Between the barrier and my connection to Gale, my attention is completely absorbed. It’s just as well, because nothing in the physical world around me is steady, anyhow. I may be sitting on the ground, leaning against a building, but I feel like I’m on a boat. It’s a miracle I haven’t thrown up yet.

Gale’s having a good time. I think the briar beast is a novelty for her. It’s like an enormous knot of seaweed to her but easier to push around since it’s not a soggy mess. Her great gusts of air knock the plant creature around like a tumbleweed. Vines that were previously reaching out are now twisting all around each other. I… have no idea how I know this. It’s dark across the park, and there’s a table in front of me. Am I getting this information through Gale? Through the briar beast? Through the grass? Gale looks back over here—I am sure I can see her up in the air with my own eyes—and sends another gust of wind this way. Small pieces of leaves and vines blow around me. Why would she do that? Just being playful?

Something smashes against the barrier—my sparkling motes of indigo light, not Xiao’s table. There’s no briar beast here, so Cleve must be in trouble inside. He’s already covered in scratches and bruises from his last tussle, so he could probably use some patching up himself. The cloud of miasmic particles currently around him requires just a nudge from me for some of them to sink into his skin. There they can begin to soothe some of the injuries he has taken.

Next to me, Xiao spins around and starts firing off shots into the building. But I’m still idly wondering what Gale found of interest over here. I nod my head back, and the world tilts more than it really should, given how much I moved. But I now have a view of the vines snaking over the edge of the roof and coming right towards me. “Gale!” I shout in panic. “Galegalegalegale! There’s one over here!” The xenodragon directs more concentrated blasts of air this way, causing the new briar beast to slide across the roof. In a controlled tumble, it slips off the side of the building. I don’t have a chance to feel any relief, because it soon surges around the corner, backed by a chorus of cultists singing its praises. The Prophet of Chiron, Sal, is in the group, but they don’t look as thrilled as everyone else who rejoices to see all the purple glowing at the doorway of the research lab.

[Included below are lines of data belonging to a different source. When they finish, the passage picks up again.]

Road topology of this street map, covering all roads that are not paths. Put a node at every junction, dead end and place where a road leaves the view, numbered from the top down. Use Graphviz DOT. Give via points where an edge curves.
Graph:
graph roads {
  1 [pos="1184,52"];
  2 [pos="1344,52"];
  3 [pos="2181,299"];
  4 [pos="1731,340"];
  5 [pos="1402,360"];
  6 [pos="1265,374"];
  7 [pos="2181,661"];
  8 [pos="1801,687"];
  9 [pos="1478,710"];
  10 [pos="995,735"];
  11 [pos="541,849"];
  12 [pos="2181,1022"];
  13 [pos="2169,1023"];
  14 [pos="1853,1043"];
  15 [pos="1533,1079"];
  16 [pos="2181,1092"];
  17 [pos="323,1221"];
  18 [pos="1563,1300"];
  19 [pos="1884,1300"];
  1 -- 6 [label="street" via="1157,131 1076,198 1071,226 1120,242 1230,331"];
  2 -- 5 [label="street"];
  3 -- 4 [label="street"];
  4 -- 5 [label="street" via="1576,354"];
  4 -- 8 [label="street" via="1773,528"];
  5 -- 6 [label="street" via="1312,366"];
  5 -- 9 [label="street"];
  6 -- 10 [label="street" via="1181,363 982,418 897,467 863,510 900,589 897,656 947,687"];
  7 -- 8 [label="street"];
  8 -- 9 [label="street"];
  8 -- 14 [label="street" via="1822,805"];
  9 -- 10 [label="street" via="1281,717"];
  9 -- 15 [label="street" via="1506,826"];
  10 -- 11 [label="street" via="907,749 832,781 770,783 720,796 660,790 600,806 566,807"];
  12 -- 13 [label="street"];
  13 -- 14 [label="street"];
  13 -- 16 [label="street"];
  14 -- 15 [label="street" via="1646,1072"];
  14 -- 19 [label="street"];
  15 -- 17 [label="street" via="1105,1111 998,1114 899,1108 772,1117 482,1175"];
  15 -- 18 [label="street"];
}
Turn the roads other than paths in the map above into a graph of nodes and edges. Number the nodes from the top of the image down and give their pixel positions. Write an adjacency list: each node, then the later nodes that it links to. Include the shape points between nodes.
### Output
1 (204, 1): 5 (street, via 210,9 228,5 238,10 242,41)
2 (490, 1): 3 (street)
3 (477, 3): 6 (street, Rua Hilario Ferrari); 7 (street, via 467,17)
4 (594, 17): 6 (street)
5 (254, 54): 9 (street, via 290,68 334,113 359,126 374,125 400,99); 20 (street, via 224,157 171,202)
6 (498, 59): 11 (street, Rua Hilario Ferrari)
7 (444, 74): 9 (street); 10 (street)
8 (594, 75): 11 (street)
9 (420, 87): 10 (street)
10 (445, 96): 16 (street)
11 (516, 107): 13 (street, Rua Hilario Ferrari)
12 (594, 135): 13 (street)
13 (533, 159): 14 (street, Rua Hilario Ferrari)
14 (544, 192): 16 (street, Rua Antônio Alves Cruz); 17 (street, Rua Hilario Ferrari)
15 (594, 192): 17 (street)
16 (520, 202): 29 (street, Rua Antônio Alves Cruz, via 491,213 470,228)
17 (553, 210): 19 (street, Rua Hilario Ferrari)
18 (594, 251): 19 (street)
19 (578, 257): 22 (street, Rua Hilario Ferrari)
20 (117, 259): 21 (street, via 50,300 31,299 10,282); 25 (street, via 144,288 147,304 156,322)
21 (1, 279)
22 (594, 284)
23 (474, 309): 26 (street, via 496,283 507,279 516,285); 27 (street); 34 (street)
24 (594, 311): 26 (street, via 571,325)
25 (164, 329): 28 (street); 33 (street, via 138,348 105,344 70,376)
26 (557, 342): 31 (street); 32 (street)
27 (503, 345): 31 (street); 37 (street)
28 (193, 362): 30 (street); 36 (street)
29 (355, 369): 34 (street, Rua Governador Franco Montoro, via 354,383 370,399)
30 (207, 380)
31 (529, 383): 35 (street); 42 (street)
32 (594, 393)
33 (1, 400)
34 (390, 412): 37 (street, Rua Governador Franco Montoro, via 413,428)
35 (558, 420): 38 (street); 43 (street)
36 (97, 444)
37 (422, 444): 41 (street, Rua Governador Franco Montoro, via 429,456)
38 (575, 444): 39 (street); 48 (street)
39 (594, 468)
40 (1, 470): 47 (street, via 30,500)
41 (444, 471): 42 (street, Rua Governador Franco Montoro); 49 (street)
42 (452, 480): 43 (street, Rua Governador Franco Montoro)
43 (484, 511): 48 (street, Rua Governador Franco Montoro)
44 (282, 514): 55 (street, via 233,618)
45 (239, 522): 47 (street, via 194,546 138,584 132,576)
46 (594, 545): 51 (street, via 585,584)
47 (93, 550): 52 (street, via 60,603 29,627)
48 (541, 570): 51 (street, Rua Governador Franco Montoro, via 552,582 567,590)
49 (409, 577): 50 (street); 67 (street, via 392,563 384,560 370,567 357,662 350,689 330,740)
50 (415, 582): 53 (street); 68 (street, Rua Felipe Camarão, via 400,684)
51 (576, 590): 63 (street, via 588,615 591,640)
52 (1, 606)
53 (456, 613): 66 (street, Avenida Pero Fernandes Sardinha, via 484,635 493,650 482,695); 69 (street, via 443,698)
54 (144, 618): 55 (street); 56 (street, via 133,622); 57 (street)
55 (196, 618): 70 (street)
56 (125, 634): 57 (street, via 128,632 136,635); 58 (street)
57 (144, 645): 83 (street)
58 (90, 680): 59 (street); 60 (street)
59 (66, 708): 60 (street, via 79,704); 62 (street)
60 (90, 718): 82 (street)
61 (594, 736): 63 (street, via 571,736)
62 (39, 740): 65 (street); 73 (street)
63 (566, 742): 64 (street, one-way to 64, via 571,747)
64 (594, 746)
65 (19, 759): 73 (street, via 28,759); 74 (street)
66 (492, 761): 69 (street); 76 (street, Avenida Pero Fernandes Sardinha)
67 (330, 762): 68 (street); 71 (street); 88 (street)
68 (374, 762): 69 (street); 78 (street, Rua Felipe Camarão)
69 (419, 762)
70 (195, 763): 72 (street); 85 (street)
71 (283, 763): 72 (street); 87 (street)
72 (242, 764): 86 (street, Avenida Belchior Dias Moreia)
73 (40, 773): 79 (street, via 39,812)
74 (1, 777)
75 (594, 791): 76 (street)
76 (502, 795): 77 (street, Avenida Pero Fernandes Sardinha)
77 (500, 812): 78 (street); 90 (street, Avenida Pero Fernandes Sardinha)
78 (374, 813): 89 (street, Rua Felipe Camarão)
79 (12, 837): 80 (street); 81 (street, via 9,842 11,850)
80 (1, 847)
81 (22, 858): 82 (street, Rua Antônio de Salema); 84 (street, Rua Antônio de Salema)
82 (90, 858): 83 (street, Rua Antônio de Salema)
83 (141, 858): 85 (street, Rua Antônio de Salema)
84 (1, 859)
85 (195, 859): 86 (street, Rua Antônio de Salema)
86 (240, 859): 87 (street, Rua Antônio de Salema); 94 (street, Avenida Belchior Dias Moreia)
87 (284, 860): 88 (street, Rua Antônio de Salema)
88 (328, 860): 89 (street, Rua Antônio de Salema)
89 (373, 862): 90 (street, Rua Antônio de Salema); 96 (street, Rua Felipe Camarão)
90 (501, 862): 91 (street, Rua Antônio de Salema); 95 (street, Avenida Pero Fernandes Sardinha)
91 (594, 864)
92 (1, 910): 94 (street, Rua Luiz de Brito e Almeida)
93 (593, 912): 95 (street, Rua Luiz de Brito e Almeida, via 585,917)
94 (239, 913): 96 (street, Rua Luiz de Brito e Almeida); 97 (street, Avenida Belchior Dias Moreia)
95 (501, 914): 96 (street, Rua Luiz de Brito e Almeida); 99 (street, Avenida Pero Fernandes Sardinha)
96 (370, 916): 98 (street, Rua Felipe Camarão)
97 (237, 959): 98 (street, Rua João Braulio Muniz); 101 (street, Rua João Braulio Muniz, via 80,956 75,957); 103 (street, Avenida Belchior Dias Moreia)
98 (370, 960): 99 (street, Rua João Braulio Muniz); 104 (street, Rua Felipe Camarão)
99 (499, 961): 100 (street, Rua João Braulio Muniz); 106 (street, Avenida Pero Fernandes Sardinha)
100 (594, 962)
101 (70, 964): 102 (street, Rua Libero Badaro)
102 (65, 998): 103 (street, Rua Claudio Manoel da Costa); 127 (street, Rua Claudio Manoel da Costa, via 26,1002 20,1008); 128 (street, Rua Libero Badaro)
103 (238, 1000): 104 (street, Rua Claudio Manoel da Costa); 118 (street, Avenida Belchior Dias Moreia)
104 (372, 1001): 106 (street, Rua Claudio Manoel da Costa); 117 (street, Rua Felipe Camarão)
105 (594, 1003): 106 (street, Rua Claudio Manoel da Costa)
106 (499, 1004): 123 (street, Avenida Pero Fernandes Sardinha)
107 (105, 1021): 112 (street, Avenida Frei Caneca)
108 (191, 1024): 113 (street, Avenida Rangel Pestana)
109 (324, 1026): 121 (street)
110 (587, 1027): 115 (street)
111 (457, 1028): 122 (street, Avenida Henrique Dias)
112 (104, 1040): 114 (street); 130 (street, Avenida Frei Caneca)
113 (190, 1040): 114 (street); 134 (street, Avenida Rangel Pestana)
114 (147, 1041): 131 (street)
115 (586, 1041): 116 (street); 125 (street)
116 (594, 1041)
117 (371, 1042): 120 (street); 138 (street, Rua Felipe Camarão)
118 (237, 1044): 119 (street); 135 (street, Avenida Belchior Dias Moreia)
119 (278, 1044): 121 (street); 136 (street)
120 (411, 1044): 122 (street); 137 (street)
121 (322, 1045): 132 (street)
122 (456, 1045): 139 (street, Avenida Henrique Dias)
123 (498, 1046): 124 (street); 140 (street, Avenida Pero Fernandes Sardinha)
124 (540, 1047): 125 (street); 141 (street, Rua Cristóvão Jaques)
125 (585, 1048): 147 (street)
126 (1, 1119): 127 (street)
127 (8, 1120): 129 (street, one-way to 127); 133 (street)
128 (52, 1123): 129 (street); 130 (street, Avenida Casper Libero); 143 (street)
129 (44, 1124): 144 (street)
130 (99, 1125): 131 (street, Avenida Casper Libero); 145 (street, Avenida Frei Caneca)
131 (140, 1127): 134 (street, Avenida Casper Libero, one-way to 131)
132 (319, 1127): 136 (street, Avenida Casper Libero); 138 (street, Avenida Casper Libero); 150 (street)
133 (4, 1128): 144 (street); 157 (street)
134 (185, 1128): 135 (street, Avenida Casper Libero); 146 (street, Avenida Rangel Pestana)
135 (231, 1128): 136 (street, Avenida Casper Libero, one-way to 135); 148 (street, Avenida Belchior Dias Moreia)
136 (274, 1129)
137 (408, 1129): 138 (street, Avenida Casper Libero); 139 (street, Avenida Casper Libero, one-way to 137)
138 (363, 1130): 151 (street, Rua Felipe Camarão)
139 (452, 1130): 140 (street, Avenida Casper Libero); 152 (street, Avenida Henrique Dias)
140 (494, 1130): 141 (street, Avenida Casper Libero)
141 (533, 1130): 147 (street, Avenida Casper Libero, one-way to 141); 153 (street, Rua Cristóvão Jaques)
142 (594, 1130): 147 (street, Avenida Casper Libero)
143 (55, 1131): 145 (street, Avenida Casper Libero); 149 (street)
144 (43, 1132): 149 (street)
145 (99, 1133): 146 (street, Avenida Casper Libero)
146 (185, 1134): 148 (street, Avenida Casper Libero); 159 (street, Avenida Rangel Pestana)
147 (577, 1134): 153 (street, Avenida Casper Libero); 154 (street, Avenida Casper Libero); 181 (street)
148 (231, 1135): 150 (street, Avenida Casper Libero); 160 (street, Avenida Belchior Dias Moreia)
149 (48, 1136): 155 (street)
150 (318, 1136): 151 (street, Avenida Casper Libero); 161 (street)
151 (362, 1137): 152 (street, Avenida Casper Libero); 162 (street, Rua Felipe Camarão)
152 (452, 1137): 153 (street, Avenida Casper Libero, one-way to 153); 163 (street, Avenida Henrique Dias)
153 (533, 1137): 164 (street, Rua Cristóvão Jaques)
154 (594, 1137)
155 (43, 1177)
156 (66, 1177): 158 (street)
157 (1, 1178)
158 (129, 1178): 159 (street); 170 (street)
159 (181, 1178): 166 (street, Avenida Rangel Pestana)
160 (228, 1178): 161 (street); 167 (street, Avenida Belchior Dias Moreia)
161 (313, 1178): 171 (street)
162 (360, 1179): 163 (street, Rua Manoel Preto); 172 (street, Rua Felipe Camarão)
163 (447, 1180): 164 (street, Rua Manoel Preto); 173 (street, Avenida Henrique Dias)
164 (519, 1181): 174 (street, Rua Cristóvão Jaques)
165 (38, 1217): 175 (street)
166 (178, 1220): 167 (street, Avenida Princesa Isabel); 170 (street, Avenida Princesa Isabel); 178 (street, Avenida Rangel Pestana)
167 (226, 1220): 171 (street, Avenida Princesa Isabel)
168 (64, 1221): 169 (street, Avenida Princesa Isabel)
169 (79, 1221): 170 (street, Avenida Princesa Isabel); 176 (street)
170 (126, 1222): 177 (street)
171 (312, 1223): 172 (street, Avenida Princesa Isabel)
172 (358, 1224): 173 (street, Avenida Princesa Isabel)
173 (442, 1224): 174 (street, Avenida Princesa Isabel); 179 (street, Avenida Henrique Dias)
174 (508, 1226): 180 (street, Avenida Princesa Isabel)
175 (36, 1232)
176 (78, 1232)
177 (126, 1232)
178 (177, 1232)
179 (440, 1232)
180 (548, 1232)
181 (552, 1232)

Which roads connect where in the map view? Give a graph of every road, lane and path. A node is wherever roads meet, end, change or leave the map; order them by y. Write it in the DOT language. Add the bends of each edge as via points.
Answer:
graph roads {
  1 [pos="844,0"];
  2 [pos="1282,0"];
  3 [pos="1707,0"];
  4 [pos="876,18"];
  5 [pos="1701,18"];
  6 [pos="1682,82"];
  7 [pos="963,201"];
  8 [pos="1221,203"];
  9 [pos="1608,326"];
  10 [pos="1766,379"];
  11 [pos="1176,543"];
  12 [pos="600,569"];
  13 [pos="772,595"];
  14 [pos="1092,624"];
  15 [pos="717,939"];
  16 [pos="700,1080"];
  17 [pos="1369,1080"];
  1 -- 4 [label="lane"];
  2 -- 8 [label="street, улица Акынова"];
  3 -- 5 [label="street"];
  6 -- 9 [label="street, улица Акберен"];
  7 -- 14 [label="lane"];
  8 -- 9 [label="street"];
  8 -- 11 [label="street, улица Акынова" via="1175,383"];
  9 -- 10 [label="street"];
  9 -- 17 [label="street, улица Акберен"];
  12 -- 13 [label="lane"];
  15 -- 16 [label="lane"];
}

Tendrils lash out at me. Their thorns are dulled by my miasmic barrier, but it can do nothing to prevent them from wrapping around me, and my cane is just another object to latch onto. As I am yanked up, another set of vines whips in from a different direction. The ones already here are in the way, so the new ones can’t get at me, but something really, really weird happens when one of them slams into the node of the cultists’ briar beast. I feel a surge of resonance energy as a connection forms between the nodes, uniting the compatible creatures. This causes a blossoming along the vines, and alarmingly enormous thorns jut out along them. Xiao’s table, whatever it was made of, is being absorbed into the new structure wrapped all around it. Cultist’s shout praises at the formation of the “wall of thorns.” I’m not sure if that’s a descriptor or an actual plant creature name, but whichever it is, it’s apt. The vines pull in more tightly around me.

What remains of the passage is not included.